Exercise directions: Where the data below begins, start duplicating lines exactly, and finish with the line containing "Please list the"; add nothing else. Leave the pictures out.

Start of Block

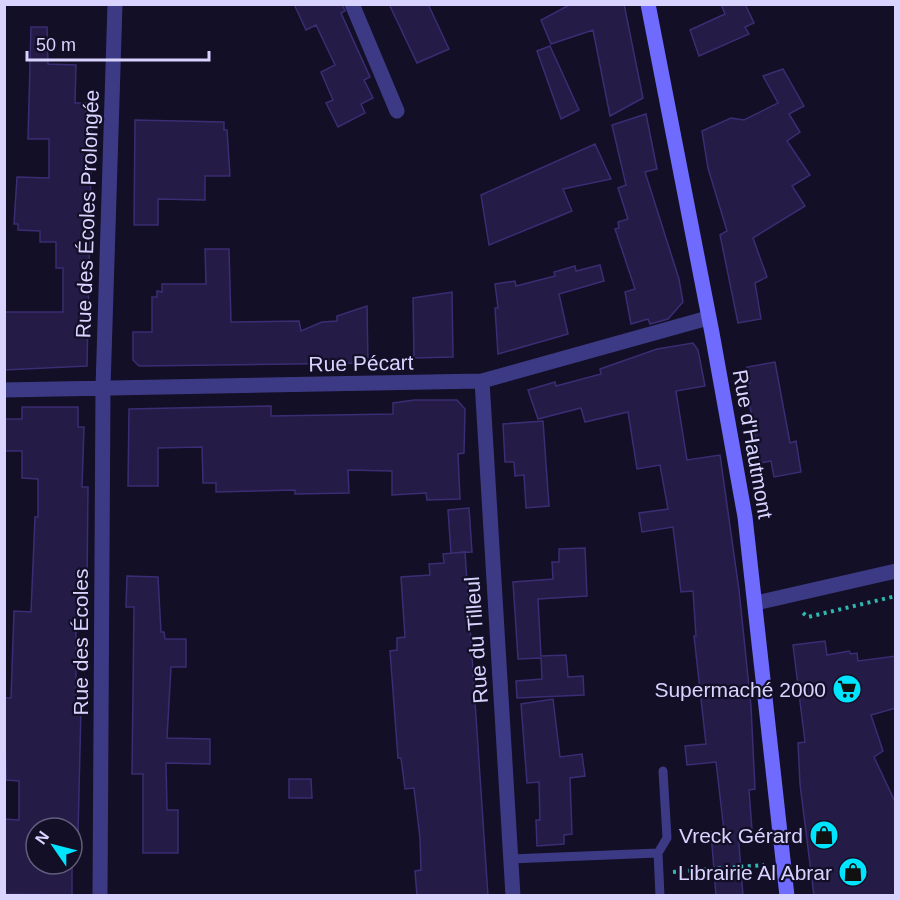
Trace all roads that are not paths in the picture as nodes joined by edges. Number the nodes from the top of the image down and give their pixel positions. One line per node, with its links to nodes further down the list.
1 (115, 4): 7 (street, Rue des Écoles Prolongée)
2 (351, 4): 4 (street)
3 (648, 4): 5 (street, Rue d'Hautmont)
4 (396, 111)
5 (708, 318): 6 (street, Rue Pécart); 10 (street, Rue d'Hautmont)
6 (482, 381): 7 (street, Rue Pécart); 13 (street, Rue du Tilleul)
7 (103, 388): 8 (street, Rue Pécart); 14 (street, Rue des Écoles)
8 (4, 390)
9 (896, 571): 10 (street)
10 (756, 603): 17 (street, Rue d'Hautmont)
11 (663, 771): 12 (lane)
12 (658, 853): 13 (lane); 16 (lane)
13 (510, 860): 15 (street, Rue du Tilleul)
14 (100, 896)
15 (513, 896)
16 (660, 896)
17 (787, 896)

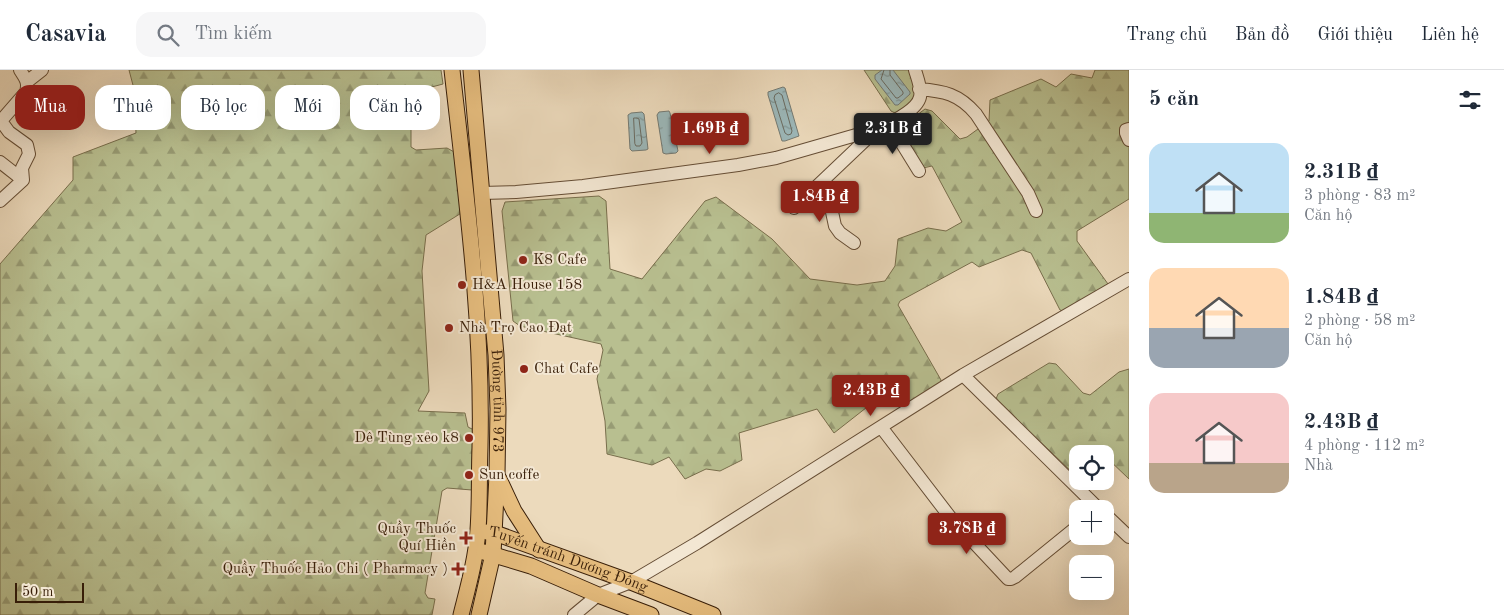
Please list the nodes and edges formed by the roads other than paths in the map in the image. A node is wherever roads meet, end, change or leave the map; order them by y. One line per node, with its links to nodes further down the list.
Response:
1 (20, 70): 6 (street)
2 (42, 70): 6 (street)
3 (452, 70): 29 (main road, Đường tỉnh 973)
4 (471, 70): 17 (main road, Đường tỉnh 973)
5 (915, 70): 7 (street)
6 (28, 81): 8 (street)
7 (920, 90): 9 (street); 20 (street)
8 (0, 121): 16 (street)
9 (890, 124): 10 (street); 14 (street)
10 (877, 129): 15 (street); 17 (street)
11 (1129, 129): 12 (street)
12 (1129, 140)
13 (0, 162): 16 (street)
14 (919, 171)
15 (824, 179): 19 (street); 21 (street)
16 (23, 180): 18 (street)
17 (483, 197): 26 (main road, Đường tỉnh 973)
18 (0, 201)
19 (794, 208)
20 (1036, 211)
21 (854, 243)
22 (1129, 279): 23 (street)
23 (1123, 290): 24 (street)
24 (963, 375): 25 (street); 27 (street)
25 (881, 427): 31 (street); 36 (street)
26 (497, 475): 30 (main road, Đường tỉnh 973); 34 (main road)
27 (1090, 500)
28 (1114, 523): 32 (street)
29 (478, 530): 30 (main road, Tuyến tránh Dương Đông); 33 (main road, Đường tỉnh 973)
30 (495, 533): 34 (main road, Tuyến tránh Dương Đông); 35 (main road, Đường tỉnh 973)
31 (1069, 533)
32 (1129, 537)
33 (476, 550): 35 (main road, Tuyến tránh Dương Đông); 38 (main road, Đường tỉnh 973)
34 (539, 550): 36 (main road, Tuyến tránh Dương Đông)
35 (493, 554): 37 (main road, Tuyến tránh Dương Đông); 39 (main road, Đường tỉnh 973)
36 (631, 582): 37 (street); 42 (main road, Tuyến tránh Dương Đông)
37 (598, 595): 40 (street); 41 (main road, Tuyến tránh Dương Đông)
38 (461, 615)
39 (479, 615)
40 (574, 615)
41 (651, 615)
42 (713, 615)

End of Block

Reply to the exercise:
Trace all roads that are not paths in the picture as nodes joined by edges. Number the nodes from the top of the image down and give their pixel positions. One line per node, with its links to nodes further down the list.
1 (115, 4): 7 (street, Rue des Écoles Prolongée)
2 (351, 4): 4 (street)
3 (648, 4): 5 (street, Rue d'Hautmont)
4 (396, 111)
5 (708, 318): 6 (street, Rue Pécart); 10 (street, Rue d'Hautmont)
6 (482, 381): 7 (street, Rue Pécart); 13 (street, Rue du Tilleul)
7 (103, 388): 8 (street, Rue Pécart); 14 (street, Rue des Écoles)
8 (4, 390)
9 (896, 571): 10 (street)
10 (756, 603): 17 (street, Rue d'Hautmont)
11 (663, 771): 12 (lane)
12 (658, 853): 13 (lane); 16 (lane)
13 (510, 860): 15 (street, Rue du Tilleul)
14 (100, 896)
15 (513, 896)
16 (660, 896)
17 (787, 896)

Please list the nodes and edges formed by the roads other than paths in the map in the image. A node is wherever roads meet, end, change or leave the map; order them by y. One line per node, with its links to nodes further down the list.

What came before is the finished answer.